La llama olímpica de los Juegos de invierno de Pekín (4-20 de febrero de 2022) fue encendida este lunes en el sitio antiguo griego de Olimpia, una ceremonia brevemente perturbada por manifestantes, que desplegaron una bandera tibetana antes de ser detenidos.
“No Genocide Games”, proclamaba una pancarta desplegada por unos manifestantes, detenidos por un empleado de seguridad, según un fotógrafo de la AFP.
La llama fue encendida por los rayos de sol en las ruinas del templo antiguo de Hera, en Olimpia, cuna de los Juegos de la Antigüedad, sin público debido a la pandemia de la Covid-19.
Solo estaban presentes Thomas Bach, presidente del Comité Olímpico Internacional (COI), la presidenta de la República Helena, Katerina Sakellaropoulou, representantes de los comités olímpicos griego y chino y periodistas acreditados.
Ceremonia sin público
Por segunda vez consecutiva y tercera en la historia de los Juegos modernos, la ceremonia tradicional se hizo sin público, debido a la pandemia del coronavirus, como ocurrió con el encendido de la llama de los Juegos de Tokio-2020.
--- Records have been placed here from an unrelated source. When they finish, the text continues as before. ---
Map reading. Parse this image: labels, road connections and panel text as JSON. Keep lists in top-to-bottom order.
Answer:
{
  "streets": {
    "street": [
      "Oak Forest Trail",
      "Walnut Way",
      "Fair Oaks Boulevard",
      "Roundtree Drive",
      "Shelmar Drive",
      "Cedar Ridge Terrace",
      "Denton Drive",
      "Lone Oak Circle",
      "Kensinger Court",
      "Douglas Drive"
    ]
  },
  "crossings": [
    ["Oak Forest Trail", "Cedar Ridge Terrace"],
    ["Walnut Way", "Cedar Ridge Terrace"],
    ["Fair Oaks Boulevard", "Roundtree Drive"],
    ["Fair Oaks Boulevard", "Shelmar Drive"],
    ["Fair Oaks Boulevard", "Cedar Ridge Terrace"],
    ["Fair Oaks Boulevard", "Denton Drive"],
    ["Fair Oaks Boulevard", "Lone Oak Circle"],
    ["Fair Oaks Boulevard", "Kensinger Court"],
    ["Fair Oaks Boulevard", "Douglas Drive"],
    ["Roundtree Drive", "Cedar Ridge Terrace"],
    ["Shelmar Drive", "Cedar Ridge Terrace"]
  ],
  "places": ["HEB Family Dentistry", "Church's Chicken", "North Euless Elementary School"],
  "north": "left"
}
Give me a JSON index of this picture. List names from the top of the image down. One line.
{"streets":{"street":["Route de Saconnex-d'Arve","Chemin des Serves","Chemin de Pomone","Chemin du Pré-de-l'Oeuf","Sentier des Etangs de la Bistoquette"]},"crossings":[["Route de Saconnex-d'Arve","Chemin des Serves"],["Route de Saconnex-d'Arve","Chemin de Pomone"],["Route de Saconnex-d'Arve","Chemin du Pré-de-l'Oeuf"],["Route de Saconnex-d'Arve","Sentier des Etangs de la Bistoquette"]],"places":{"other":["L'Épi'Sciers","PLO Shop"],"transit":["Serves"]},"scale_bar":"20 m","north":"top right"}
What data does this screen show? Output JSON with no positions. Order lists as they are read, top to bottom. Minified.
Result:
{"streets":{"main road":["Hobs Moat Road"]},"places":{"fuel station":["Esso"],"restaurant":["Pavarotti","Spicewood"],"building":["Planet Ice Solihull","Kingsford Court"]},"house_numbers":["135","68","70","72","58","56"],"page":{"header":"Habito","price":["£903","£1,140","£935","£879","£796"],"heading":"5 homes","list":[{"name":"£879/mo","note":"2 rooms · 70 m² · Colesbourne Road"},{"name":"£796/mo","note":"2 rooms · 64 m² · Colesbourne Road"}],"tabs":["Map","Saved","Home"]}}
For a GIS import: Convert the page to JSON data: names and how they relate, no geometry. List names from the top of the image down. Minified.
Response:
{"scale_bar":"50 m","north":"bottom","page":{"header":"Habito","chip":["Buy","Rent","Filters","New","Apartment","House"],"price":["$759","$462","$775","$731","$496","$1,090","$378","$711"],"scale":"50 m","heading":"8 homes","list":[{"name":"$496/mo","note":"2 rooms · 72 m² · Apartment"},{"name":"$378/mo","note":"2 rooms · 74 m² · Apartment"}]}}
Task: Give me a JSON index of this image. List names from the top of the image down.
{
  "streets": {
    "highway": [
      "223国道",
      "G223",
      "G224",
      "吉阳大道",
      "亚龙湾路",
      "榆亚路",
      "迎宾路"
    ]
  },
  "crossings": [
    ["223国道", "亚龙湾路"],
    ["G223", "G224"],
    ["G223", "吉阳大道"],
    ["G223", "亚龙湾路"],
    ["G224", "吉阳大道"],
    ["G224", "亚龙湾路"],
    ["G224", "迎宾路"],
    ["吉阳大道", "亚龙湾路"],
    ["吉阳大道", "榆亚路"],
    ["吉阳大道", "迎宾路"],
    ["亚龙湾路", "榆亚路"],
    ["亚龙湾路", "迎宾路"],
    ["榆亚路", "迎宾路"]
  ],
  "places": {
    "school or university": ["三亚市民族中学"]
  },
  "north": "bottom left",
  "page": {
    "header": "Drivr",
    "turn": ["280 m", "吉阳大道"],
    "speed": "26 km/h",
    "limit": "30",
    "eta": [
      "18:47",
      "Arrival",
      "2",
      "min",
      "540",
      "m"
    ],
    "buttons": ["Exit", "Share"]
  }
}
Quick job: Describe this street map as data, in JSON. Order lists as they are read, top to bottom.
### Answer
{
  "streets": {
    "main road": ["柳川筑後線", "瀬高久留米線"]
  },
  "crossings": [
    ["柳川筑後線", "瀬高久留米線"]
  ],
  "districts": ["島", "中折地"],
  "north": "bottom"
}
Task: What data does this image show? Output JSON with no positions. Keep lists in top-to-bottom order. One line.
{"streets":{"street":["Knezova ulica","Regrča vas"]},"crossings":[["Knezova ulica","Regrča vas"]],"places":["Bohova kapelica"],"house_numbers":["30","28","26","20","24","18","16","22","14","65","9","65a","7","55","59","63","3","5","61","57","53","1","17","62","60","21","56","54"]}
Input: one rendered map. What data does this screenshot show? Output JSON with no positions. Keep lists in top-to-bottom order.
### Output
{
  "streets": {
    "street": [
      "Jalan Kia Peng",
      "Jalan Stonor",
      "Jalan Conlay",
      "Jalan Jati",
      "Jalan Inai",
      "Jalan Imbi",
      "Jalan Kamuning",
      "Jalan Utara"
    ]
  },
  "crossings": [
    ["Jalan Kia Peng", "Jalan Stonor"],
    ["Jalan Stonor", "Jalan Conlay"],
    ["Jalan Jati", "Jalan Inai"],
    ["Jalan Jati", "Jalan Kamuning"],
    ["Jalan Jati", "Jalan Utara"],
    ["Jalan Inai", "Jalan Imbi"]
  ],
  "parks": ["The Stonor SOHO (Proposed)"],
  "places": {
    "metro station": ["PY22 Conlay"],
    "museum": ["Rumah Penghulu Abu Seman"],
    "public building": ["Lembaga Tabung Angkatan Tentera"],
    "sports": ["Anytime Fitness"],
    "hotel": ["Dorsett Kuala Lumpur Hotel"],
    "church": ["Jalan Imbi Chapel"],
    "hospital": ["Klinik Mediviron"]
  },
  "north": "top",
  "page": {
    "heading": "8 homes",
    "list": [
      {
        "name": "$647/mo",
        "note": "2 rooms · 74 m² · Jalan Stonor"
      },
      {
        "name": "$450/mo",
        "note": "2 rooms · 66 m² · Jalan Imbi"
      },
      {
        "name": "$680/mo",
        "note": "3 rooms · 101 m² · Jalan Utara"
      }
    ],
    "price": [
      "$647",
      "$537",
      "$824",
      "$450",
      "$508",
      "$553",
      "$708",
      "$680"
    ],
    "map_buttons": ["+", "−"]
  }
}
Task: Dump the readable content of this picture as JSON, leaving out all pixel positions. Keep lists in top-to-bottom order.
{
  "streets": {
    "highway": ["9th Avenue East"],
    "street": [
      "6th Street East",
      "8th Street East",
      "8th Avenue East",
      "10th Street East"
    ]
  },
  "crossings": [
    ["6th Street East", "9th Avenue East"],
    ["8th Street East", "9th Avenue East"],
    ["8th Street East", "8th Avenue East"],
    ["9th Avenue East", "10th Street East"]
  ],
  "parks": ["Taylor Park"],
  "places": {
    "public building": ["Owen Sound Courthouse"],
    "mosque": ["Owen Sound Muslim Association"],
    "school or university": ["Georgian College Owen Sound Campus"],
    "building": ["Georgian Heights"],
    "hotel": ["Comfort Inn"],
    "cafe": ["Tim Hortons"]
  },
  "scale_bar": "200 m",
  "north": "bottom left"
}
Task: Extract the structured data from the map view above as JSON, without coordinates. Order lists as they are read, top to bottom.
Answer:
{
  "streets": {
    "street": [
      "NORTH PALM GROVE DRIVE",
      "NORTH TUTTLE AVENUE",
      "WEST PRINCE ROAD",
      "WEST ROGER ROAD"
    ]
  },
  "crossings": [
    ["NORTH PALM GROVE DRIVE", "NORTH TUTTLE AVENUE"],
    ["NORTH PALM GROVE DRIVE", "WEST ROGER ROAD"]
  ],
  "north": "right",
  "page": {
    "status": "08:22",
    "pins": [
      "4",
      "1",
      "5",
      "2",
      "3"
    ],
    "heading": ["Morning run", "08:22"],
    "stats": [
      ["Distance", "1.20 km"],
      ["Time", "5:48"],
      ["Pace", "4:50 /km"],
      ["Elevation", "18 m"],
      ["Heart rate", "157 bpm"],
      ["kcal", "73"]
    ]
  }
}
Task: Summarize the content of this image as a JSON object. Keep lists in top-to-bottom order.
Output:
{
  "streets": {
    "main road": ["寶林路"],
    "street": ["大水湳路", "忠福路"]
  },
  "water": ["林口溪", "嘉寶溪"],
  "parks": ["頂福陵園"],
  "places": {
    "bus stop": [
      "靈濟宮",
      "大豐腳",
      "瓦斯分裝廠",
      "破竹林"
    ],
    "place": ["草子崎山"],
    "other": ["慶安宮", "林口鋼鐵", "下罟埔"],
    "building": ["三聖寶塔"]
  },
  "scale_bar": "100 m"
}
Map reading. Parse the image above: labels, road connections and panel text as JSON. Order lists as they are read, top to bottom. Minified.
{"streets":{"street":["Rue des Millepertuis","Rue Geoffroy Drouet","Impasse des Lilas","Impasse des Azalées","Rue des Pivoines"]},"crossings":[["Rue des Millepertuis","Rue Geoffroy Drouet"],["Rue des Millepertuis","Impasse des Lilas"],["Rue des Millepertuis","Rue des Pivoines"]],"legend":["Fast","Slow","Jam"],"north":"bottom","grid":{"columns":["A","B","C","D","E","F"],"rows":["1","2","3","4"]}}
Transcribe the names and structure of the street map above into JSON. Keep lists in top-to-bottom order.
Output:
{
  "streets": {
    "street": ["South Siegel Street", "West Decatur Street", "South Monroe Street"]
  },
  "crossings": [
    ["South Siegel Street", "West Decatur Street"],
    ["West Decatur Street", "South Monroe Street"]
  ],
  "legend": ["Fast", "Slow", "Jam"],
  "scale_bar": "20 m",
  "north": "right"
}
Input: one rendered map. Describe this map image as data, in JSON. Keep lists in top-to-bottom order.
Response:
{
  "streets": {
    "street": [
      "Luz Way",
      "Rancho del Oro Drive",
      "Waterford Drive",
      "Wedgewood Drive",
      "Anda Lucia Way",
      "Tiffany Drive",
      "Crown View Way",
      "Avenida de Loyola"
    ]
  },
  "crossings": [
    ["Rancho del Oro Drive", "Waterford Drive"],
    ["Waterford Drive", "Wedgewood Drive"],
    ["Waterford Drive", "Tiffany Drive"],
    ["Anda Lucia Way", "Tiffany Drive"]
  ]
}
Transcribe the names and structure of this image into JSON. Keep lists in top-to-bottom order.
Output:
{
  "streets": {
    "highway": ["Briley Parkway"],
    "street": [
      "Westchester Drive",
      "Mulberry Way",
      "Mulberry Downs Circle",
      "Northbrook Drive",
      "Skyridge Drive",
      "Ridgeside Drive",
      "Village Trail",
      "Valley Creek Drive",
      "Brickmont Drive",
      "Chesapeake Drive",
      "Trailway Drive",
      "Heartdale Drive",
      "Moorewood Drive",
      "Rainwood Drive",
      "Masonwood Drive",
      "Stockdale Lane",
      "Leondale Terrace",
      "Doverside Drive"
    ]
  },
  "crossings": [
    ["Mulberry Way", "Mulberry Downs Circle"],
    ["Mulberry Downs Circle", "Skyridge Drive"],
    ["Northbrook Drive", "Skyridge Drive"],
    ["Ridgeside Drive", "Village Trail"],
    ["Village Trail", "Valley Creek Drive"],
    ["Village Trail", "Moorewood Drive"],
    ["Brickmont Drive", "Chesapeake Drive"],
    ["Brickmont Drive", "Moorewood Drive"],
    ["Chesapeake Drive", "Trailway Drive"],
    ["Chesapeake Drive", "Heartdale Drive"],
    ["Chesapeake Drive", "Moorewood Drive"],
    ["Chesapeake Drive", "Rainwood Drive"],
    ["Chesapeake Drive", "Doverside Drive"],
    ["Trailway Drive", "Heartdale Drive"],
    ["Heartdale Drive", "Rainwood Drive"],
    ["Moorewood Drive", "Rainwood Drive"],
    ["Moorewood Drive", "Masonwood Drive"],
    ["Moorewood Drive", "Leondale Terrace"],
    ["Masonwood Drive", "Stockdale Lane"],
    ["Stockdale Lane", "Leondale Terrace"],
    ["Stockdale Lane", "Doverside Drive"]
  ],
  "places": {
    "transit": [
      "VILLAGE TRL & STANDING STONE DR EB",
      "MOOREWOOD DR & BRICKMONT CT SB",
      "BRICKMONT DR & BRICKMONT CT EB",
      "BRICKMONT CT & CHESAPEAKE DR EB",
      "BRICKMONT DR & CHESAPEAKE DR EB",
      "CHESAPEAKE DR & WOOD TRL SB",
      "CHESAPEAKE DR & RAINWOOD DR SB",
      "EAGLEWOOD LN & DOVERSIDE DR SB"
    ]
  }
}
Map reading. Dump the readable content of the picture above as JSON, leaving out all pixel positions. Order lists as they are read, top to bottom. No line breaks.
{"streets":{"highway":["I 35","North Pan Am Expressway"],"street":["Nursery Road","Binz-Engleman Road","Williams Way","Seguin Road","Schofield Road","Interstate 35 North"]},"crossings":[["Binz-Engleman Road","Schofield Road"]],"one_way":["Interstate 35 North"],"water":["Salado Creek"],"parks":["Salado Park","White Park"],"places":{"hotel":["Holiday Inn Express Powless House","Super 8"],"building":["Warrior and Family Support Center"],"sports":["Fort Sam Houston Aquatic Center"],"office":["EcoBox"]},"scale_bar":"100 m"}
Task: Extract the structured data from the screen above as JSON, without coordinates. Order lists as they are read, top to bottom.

Antes de la crisis sanitaria, la llama solo había sido encendida sin público en 1984, cuando los organizadores griegos quisieron protestar contra el carácter comercial de los Juegos Olímpicos de Los Ángeles.
Varias actrices con vestidos largos y con pliegues de las antiguas sacerdotisas realizaron este lunes una coreografía en el estadio antiguo antes del encendido de la antorcha.
La actriz Xanthi Georgiou, vestida como antigua sacerdotisa griega, encendió la llama respetando la tradición, gracias a los rayos de sol que pasaron a través de un espejo parabólico.
“En estos tiempos difíciles que vivimos, los Juegos Olímpicos de invierno de Pekín-2022 serán un momento importante para reunir al mundo en un espíritu de paz, de amistad y de solidaridad”, declaró el presidente del COI, Thomas Bach.